● Exercise brief:
Write out every single entry exactly.

# # # #

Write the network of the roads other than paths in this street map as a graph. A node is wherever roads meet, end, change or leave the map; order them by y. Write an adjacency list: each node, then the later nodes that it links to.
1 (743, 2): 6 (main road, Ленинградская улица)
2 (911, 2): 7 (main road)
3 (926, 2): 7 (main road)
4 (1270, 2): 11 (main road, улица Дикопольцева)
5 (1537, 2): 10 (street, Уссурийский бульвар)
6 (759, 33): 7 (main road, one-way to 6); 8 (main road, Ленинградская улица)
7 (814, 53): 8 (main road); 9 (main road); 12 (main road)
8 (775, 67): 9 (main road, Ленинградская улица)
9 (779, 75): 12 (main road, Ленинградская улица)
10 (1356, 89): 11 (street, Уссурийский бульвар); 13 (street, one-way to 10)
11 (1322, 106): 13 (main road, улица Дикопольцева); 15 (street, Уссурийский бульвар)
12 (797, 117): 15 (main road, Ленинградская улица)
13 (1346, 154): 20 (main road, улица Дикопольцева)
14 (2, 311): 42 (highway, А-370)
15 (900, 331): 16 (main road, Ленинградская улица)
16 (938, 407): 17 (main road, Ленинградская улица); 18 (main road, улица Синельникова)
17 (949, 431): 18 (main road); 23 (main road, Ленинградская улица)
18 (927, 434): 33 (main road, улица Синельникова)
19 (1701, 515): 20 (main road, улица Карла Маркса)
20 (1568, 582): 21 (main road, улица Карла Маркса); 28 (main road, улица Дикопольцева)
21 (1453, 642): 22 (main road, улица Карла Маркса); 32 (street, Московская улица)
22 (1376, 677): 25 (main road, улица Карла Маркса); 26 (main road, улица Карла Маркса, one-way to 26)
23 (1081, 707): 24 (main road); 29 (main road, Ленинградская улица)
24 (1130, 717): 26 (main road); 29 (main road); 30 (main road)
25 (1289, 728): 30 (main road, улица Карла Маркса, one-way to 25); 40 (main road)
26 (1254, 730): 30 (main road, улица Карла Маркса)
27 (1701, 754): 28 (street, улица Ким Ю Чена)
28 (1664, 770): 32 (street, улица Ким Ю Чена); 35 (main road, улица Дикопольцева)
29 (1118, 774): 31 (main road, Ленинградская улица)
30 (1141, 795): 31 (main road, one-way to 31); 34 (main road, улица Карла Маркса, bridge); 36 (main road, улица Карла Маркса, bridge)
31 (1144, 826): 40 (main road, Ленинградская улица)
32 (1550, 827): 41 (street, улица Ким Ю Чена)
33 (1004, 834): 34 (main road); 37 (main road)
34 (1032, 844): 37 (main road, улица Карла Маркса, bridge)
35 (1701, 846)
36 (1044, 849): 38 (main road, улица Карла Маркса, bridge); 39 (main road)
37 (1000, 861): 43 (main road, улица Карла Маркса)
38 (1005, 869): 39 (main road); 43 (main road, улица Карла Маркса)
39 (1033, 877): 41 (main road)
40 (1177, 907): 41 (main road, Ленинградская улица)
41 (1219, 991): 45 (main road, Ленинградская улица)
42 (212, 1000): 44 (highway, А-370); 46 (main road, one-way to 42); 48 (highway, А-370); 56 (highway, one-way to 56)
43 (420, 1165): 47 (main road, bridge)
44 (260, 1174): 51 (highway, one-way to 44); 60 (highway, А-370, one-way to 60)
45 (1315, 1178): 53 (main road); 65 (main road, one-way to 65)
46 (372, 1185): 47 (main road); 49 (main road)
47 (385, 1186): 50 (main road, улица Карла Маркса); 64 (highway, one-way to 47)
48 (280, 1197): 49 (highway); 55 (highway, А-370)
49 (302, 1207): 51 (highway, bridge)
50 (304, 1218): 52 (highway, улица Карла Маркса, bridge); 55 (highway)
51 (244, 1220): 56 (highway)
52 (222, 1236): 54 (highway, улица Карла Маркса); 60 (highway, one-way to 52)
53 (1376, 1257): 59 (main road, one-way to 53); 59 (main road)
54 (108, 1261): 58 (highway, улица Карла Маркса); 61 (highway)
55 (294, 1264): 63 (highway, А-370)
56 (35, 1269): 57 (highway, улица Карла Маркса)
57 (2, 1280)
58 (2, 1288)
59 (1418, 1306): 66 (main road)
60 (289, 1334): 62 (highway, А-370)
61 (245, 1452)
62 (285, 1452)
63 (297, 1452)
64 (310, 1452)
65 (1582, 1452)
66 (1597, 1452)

# # # #

● Answer box:
Write the network of the roads other than paths in this street map as a graph. A node is wherever roads meet, end, change or leave the map; order them by y. Write an adjacency list: each node, then the later nodes that it links to.
1 (743, 2): 6 (main road, Ленинградская улица)
2 (911, 2): 7 (main road)
3 (926, 2): 7 (main road)
4 (1270, 2): 11 (main road, улица Дикопольцева)
5 (1537, 2): 10 (street, Уссурийский бульвар)
6 (759, 33): 7 (main road, one-way to 6); 8 (main road, Ленинградская улица)
7 (814, 53): 8 (main road); 9 (main road); 12 (main road)
8 (775, 67): 9 (main road, Ленинградская улица)
9 (779, 75): 12 (main road, Ленинградская улица)
10 (1356, 89): 11 (street, Уссурийский бульвар); 13 (street, one-way to 10)
11 (1322, 106): 13 (main road, улица Дикопольцева); 15 (street, Уссурийский бульвар)
12 (797, 117): 15 (main road, Ленинградская улица)
13 (1346, 154): 20 (main road, улица Дикопольцева)
14 (2, 311): 42 (highway, А-370)
15 (900, 331): 16 (main road, Ленинградская улица)
16 (938, 407): 17 (main road, Ленинградская улица); 18 (main road, улица Синельникова)
17 (949, 431): 18 (main road); 23 (main road, Ленинградская улица)
18 (927, 434): 33 (main road, улица Синельникова)
19 (1701, 515): 20 (main road, улица Карла Маркса)
20 (1568, 582): 21 (main road, улица Карла Маркса); 28 (main road, улица Дикопольцева)
21 (1453, 642): 22 (main road, улица Карла Маркса); 32 (street, Московская улица)
22 (1376, 677): 25 (main road, улица Карла Маркса); 26 (main road, улица Карла Маркса, one-way to 26)
23 (1081, 707): 24 (main road); 29 (main road, Ленинградская улица)
24 (1130, 717): 26 (main road); 29 (main road); 30 (main road)
25 (1289, 728): 30 (main road, улица Карла Маркса, one-way to 25); 40 (main road)
26 (1254, 730): 30 (main road, улица Карла Маркса)
27 (1701, 754): 28 (street, улица Ким Ю Чена)
28 (1664, 770): 32 (street, улица Ким Ю Чена); 35 (main road, улица Дикопольцева)
29 (1118, 774): 31 (main road, Ленинградская улица)
30 (1141, 795): 31 (main road, one-way to 31); 34 (main road, улица Карла Маркса, bridge); 36 (main road, улица Карла Маркса, bridge)
31 (1144, 826): 40 (main road, Ленинградская улица)
32 (1550, 827): 41 (street, улица Ким Ю Чена)
33 (1004, 834): 34 (main road); 37 (main road)
34 (1032, 844): 37 (main road, улица Карла Маркса, bridge)
35 (1701, 846)
36 (1044, 849): 38 (main road, улица Карла Маркса, bridge); 39 (main road)
37 (1000, 861): 43 (main road, улица Карла Маркса)
38 (1005, 869): 39 (main road); 43 (main road, улица Карла Маркса)
39 (1033, 877): 41 (main road)
40 (1177, 907): 41 (main road, Ленинградская улица)
41 (1219, 991): 45 (main road, Ленинградская улица)
42 (212, 1000): 44 (highway, А-370); 46 (main road, one-way to 42); 48 (highway, А-370); 56 (highway, one-way to 56)
43 (420, 1165): 47 (main road, bridge)
44 (260, 1174): 51 (highway, one-way to 44); 60 (highway, А-370, one-way to 60)
45 (1315, 1178): 53 (main road); 65 (main road, one-way to 65)
46 (372, 1185): 47 (main road); 49 (main road)
47 (385, 1186): 50 (main road, улица Карла Маркса); 64 (highway, one-way to 47)
48 (280, 1197): 49 (highway); 55 (highway, А-370)
49 (302, 1207): 51 (highway, bridge)
50 (304, 1218): 52 (highway, улица Карла Маркса, bridge); 55 (highway)
51 (244, 1220): 56 (highway)
52 (222, 1236): 54 (highway, улица Карла Маркса); 60 (highway, one-way to 52)
53 (1376, 1257): 59 (main road, one-way to 53); 59 (main road)
54 (108, 1261): 58 (highway, улица Карла Маркса); 61 (highway)
55 (294, 1264): 63 (highway, А-370)
56 (35, 1269): 57 (highway, улица Карла Маркса)
57 (2, 1280)
58 (2, 1288)
59 (1418, 1306): 66 (main road)
60 (289, 1334): 62 (highway, А-370)
61 (245, 1452)
62 (285, 1452)
63 (297, 1452)
64 (310, 1452)
65 (1582, 1452)
66 (1597, 1452)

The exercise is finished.